[Dataset entries]

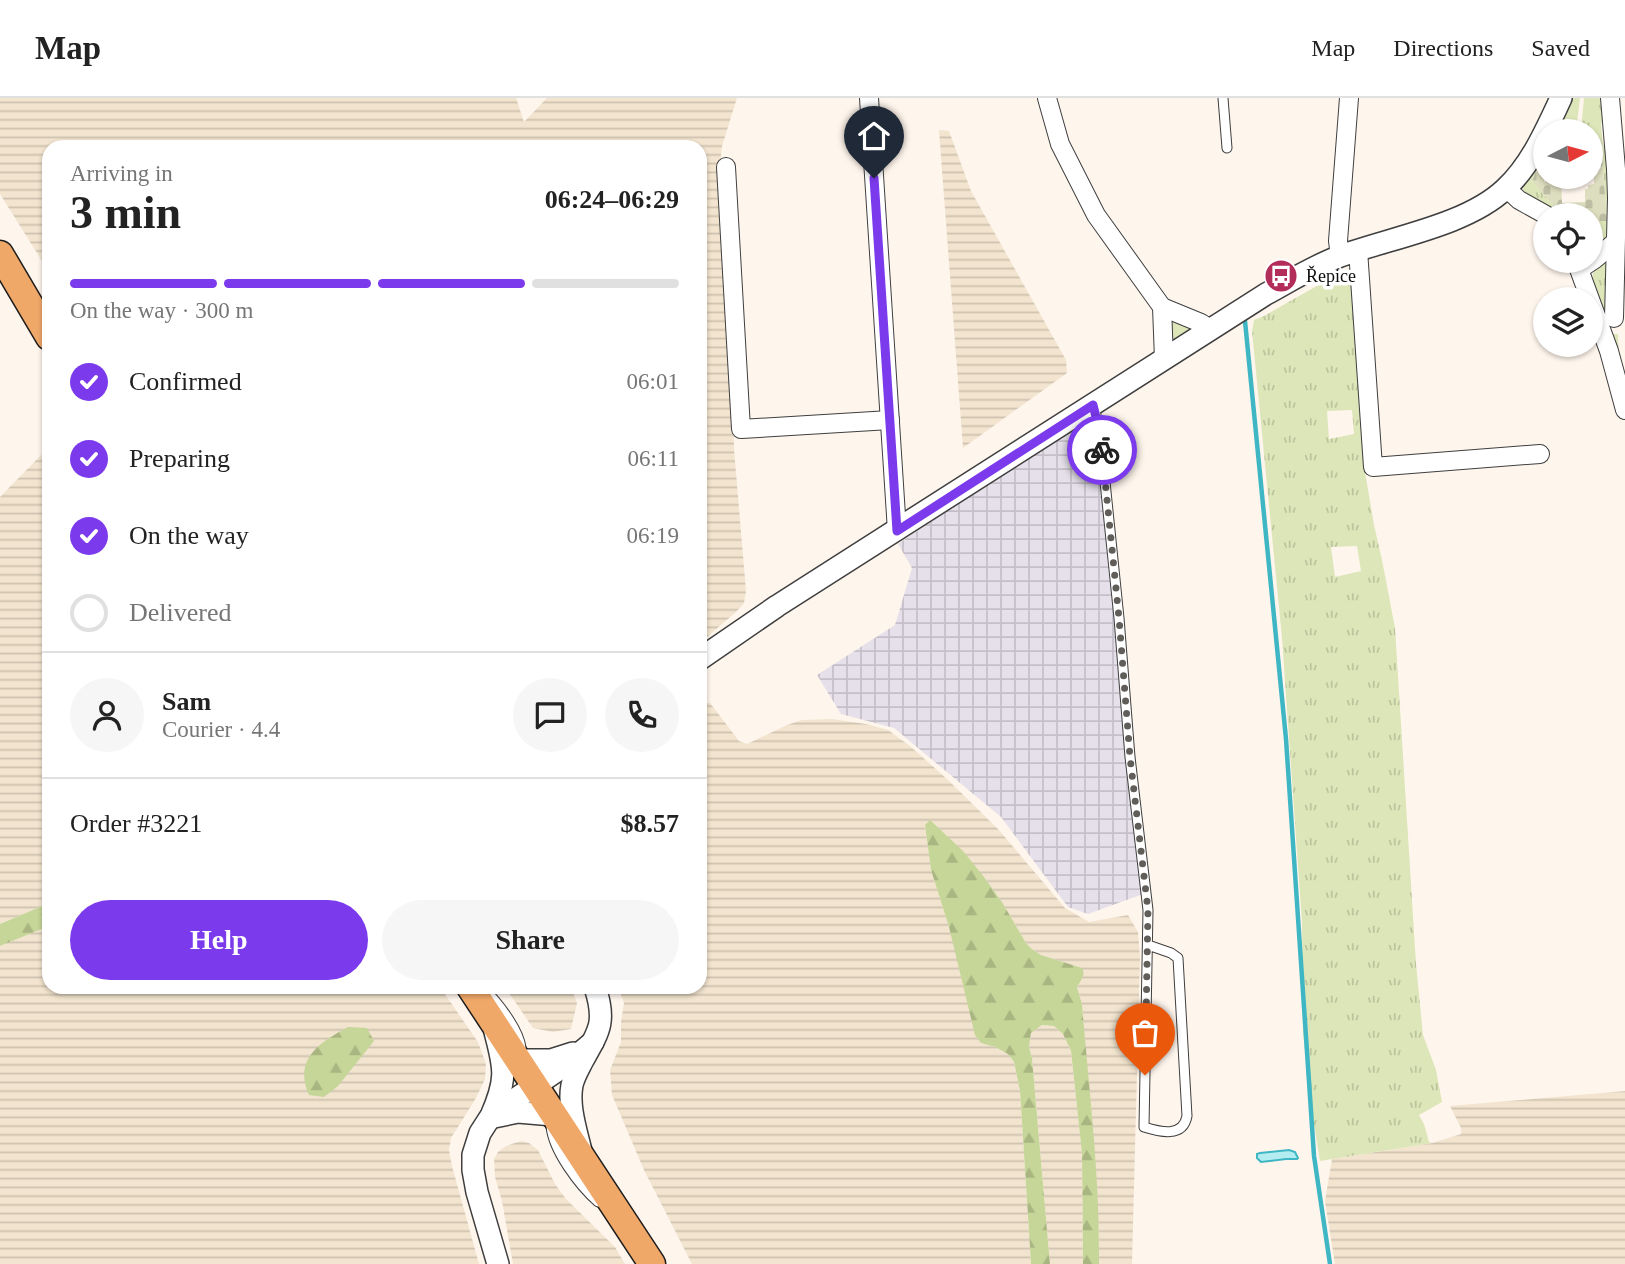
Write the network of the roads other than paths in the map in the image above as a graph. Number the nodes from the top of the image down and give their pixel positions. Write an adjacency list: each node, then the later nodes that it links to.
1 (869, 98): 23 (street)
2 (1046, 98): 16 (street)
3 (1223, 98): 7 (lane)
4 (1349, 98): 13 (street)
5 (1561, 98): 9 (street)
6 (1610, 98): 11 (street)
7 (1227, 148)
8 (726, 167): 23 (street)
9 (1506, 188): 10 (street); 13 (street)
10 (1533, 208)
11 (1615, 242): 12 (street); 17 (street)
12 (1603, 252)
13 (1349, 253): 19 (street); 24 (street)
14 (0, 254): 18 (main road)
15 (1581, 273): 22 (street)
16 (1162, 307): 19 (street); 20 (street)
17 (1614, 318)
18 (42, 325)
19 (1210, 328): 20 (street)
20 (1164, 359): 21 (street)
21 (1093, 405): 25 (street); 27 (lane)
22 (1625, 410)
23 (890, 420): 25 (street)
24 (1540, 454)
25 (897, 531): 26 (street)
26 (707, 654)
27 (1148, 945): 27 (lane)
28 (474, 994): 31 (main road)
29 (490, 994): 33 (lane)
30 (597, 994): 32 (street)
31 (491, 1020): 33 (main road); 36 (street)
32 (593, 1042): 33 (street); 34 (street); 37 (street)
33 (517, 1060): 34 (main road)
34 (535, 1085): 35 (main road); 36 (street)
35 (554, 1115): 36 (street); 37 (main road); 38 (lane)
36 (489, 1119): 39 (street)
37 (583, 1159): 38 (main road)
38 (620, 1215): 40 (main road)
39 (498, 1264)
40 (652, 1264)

About this exercise> Find every line in the records above that holds the word "lane", and copy each one.

Exercise answer>
3 (1223, 98): 7 (lane)
21 (1093, 405): 25 (street); 27 (lane)
27 (1148, 945): 27 (lane)
29 (490, 994): 33 (lane)
35 (554, 1115): 36 (street); 37 (main road); 38 (lane)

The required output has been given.